### Directions for this task
What lines in the material hold the string "Малый"? Return every one of them.

### Entries shown
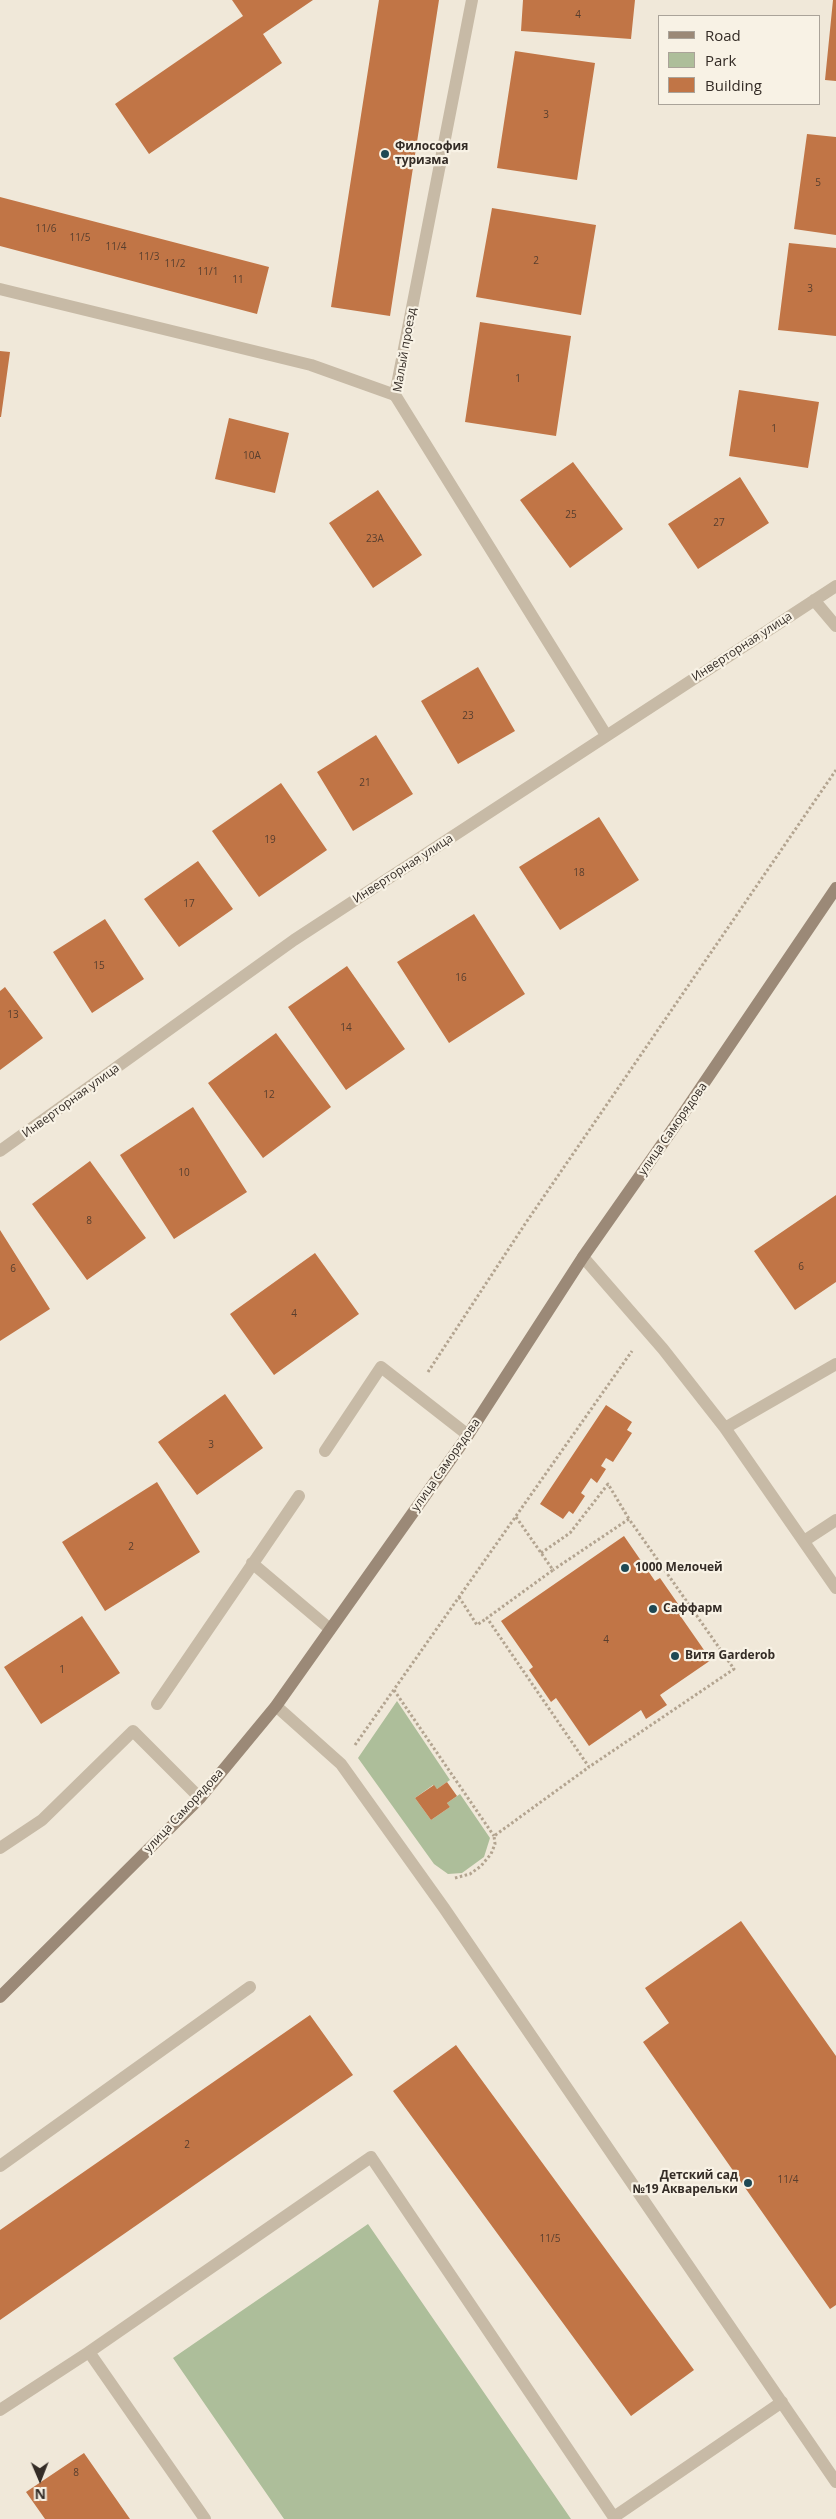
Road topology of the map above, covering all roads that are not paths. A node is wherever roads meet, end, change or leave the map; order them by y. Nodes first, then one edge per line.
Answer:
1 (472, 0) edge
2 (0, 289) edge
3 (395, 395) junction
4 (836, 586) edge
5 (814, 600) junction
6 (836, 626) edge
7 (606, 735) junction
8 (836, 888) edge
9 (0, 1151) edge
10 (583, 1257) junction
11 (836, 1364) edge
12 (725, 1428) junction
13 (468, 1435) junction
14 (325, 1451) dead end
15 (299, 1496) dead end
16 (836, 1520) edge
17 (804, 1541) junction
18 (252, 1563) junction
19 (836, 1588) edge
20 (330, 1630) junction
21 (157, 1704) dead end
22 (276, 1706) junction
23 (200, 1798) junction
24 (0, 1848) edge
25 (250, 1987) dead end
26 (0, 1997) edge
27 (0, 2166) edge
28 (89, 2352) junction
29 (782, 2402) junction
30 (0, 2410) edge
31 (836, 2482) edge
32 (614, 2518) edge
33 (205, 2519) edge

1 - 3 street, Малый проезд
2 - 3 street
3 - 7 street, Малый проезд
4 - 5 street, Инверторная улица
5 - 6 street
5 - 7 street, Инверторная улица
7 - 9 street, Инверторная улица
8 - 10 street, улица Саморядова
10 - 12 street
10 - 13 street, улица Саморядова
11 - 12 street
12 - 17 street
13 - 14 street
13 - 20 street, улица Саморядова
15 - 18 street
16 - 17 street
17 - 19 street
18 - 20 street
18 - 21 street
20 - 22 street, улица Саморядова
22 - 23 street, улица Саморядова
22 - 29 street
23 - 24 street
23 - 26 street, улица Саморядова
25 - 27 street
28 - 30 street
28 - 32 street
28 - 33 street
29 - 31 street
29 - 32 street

### Exercise output
1 - 3 street, Малый проезд
3 - 7 street, Малый проезд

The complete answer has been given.